Pero para Gilbert los días del laissez faire habían terminado y, en consecuencia, también los de una teoría del contrato. En una economía con intensa intervención estatal, la teoría del contrato debía ser absorbida por la responsabilidad civil (“torts” en la tradición anglosajona). La ley debe regular los acuerdos en la misma forma en que regula los daños. Si alguien promete algo y no lo cumple, entonces origina un daño y debe indemnizar una cantidad de dinero equivalente a ese daño. Corresponde a la ley –y no a los contratantes– decir qué acuerdo merece protección y hasta qué punto. No es la libertad la que genera la obligatoriedad de los contratos, sino la fuerza de la ley.

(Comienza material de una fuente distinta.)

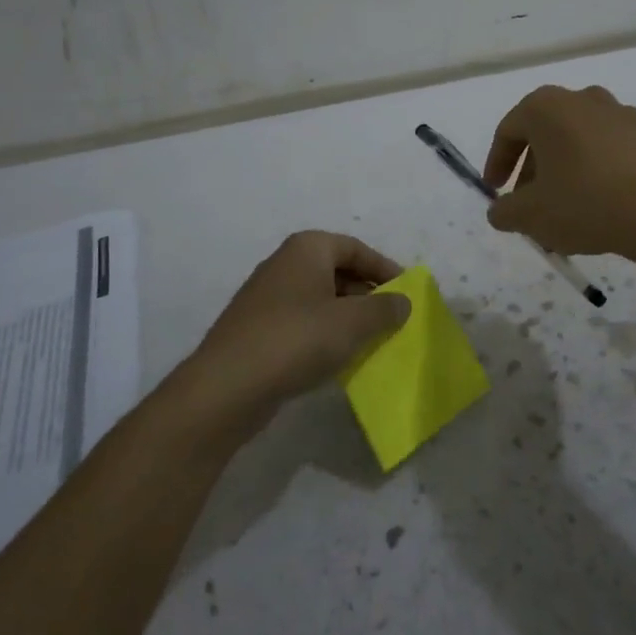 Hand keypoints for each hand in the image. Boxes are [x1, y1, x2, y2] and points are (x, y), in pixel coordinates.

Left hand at [176, 231, 412, 433]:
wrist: (228, 386)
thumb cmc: (297, 340)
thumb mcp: (353, 323)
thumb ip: (384, 308)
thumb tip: (403, 301)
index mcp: (307, 248)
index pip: (356, 248)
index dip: (385, 269)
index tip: (407, 294)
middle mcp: (284, 264)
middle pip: (338, 271)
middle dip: (367, 295)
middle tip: (392, 320)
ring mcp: (267, 297)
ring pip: (320, 299)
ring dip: (347, 317)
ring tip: (371, 341)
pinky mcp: (257, 329)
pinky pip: (302, 323)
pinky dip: (324, 334)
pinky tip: (337, 359)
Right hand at [483, 85, 635, 256]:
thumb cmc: (585, 202)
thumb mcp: (530, 215)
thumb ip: (505, 211)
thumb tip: (500, 211)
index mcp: (547, 107)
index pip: (508, 130)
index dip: (497, 162)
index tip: (495, 190)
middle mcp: (583, 99)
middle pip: (545, 134)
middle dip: (532, 171)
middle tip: (528, 205)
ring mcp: (620, 114)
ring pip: (578, 143)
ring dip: (564, 173)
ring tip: (563, 211)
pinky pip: (608, 151)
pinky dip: (595, 173)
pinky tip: (598, 208) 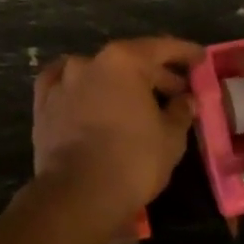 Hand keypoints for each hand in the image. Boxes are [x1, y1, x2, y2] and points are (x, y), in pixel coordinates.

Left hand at [32, 37, 200, 235]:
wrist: (77, 194)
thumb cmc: (133, 161)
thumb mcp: (171, 138)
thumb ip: (180, 111)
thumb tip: (185, 99)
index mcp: (124, 61)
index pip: (161, 48)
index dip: (184, 53)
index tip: (200, 58)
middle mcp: (90, 61)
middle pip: (130, 61)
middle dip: (154, 74)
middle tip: (175, 91)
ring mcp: (63, 80)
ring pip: (97, 73)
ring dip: (117, 83)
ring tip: (134, 101)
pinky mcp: (43, 103)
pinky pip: (64, 86)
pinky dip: (79, 87)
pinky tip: (85, 94) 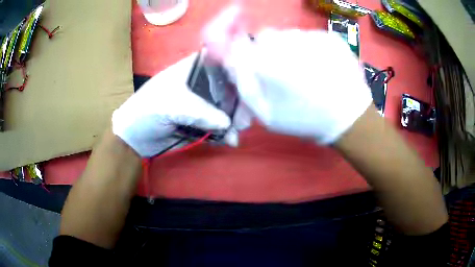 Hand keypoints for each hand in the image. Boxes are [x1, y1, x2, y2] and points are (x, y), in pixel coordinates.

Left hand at [112, 53, 236, 157]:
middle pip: (230, 87)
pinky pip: (221, 126)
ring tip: (236, 134)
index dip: (239, 72)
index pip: (223, 63)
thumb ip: (199, 111)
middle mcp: (203, 83)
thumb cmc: (146, 111)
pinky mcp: (203, 123)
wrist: (134, 139)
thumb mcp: (170, 105)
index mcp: (194, 69)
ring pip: (228, 108)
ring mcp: (204, 104)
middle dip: (240, 102)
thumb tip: (228, 123)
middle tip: (244, 120)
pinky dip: (227, 133)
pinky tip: (228, 141)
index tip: (251, 87)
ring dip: (235, 121)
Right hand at [204, 8, 372, 143]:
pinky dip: (310, 47)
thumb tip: (231, 58)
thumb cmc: (304, 119)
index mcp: (267, 61)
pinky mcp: (328, 36)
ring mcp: (311, 36)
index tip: (248, 60)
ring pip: (288, 35)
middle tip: (282, 73)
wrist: (349, 118)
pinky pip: (309, 36)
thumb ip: (243, 83)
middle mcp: (286, 41)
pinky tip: (320, 65)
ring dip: (290, 49)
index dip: (240, 48)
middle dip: (268, 51)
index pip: (238, 42)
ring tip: (305, 71)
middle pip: (266, 37)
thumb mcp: (265, 113) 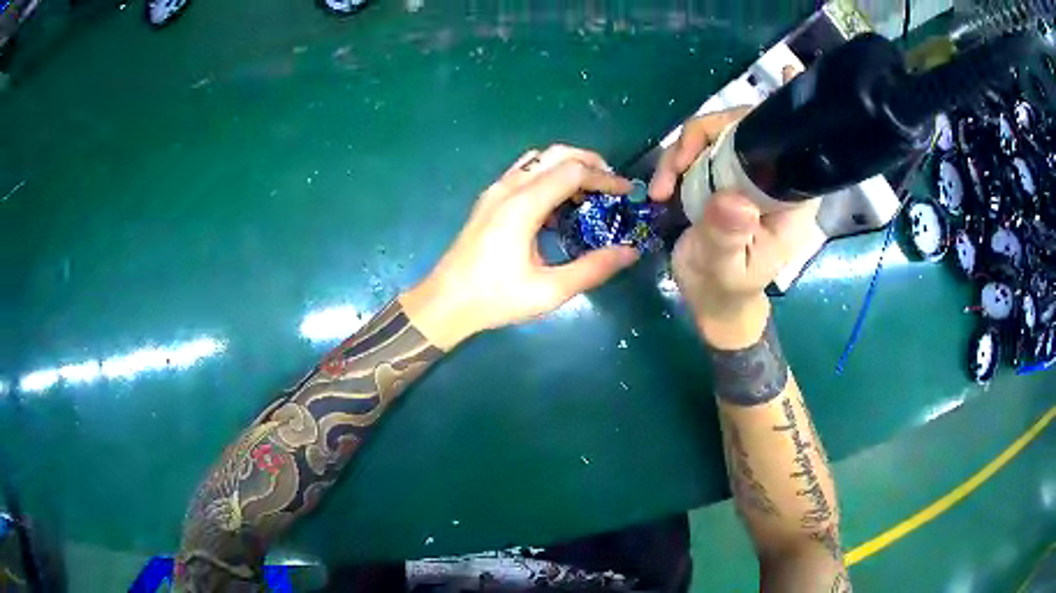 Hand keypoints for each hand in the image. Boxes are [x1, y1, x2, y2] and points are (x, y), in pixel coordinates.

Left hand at [401, 145, 639, 349]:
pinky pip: (524, 173)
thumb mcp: (550, 290)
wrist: (445, 302)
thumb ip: (593, 269)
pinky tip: (560, 206)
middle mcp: (508, 188)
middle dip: (590, 162)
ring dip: (568, 167)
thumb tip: (630, 251)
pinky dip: (549, 177)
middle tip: (613, 185)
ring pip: (538, 160)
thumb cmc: (496, 298)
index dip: (605, 178)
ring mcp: (495, 191)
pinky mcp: (489, 200)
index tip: (627, 192)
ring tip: (590, 193)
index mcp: (523, 205)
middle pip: (556, 154)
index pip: (572, 171)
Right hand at [648, 104, 818, 348]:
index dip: (788, 112)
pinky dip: (676, 160)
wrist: (710, 299)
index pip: (794, 147)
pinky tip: (661, 185)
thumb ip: (727, 237)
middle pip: (747, 128)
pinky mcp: (722, 175)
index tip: (791, 73)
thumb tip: (731, 199)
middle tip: (674, 166)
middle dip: (706, 135)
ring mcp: (744, 173)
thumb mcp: (724, 269)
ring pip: (718, 134)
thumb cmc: (725, 289)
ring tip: (660, 187)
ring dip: (683, 150)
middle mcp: (771, 179)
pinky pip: (699, 149)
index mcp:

En el Ecuador los contratos están altamente regulados. Se nos dice sobre qué contratar, pues la ley prohíbe ciertos acuerdos, como la venta de órganos o la fijación de precios entre competidores. Se nos dice cómo tenemos que contratar, porque la ley establece formalidades para la validez del contrato, como la escritura pública para la venta de inmuebles. Y se nos dice en qué términos tenemos que contratar porque se regula el contenido del contrato, como la fijación de precios en la venta de combustibles.

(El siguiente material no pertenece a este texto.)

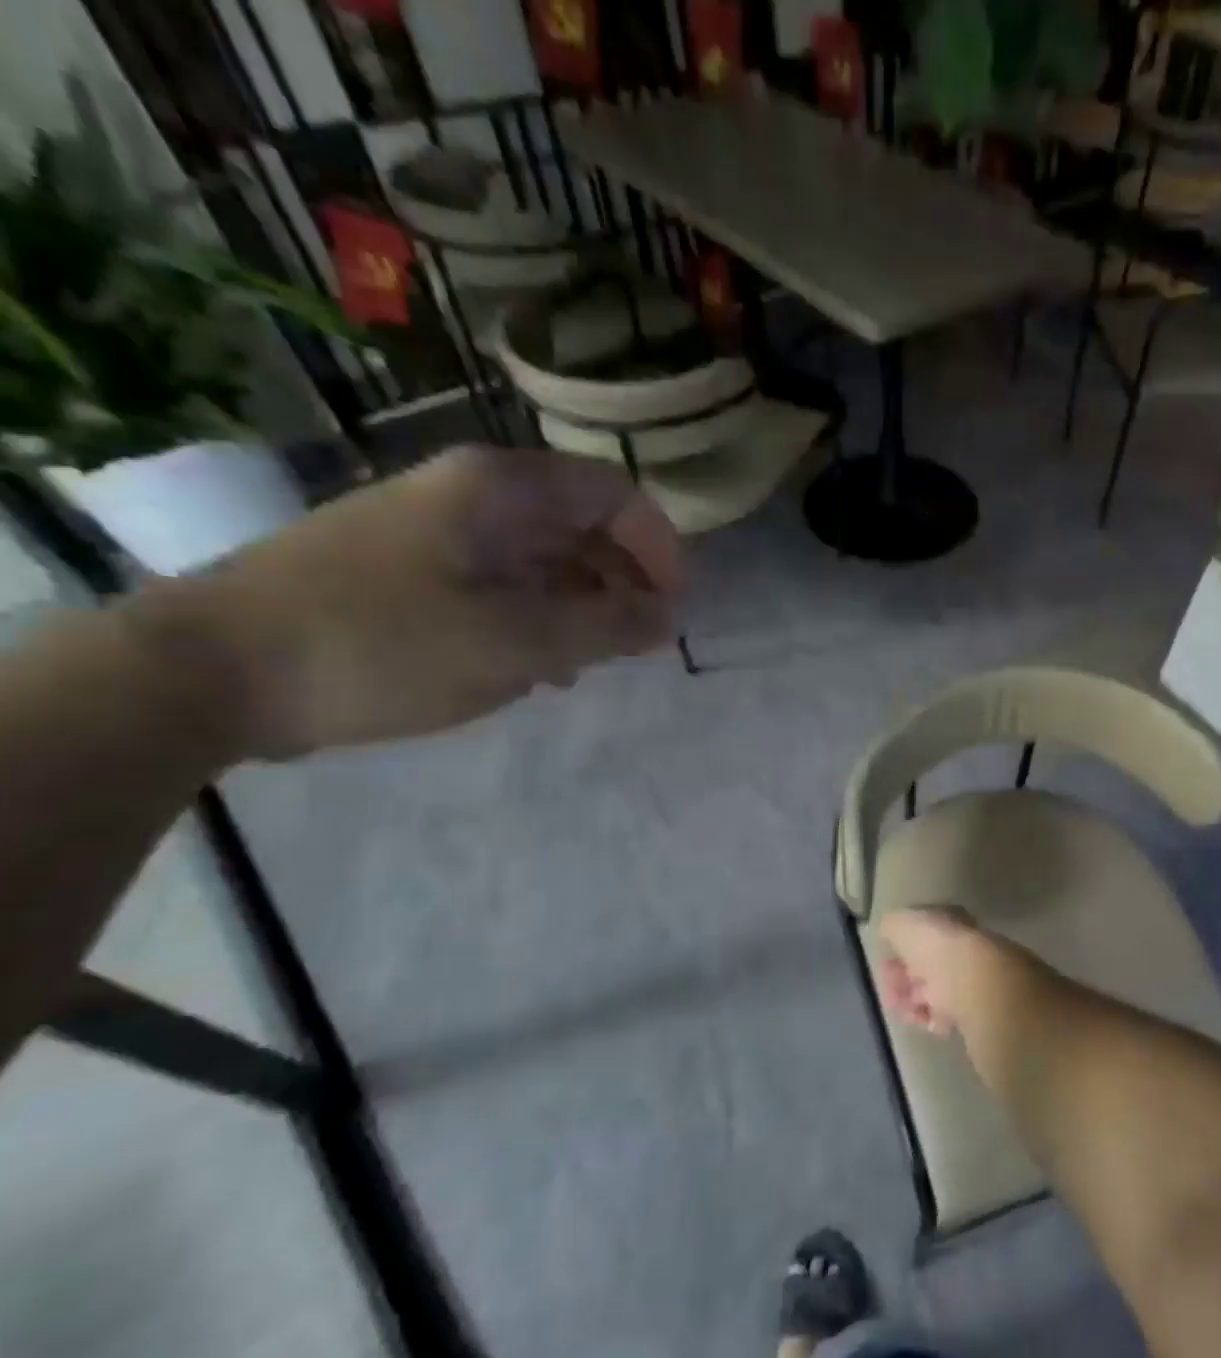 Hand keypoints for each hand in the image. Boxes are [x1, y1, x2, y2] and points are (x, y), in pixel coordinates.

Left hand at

Ante esta regulación legal, ¿tenemos que coincidir que el contrato, como Dios, está muerto? ¿Habrá –como sugiere Gilmore al final de su libro– una oportunidad para la resurrección y la Pascua?

Tiempo después de The Death of Contract, Charles Fried, otro profesor americano, sostuvo que el contrato es la práctica moral de prometer y que está vivo… (O)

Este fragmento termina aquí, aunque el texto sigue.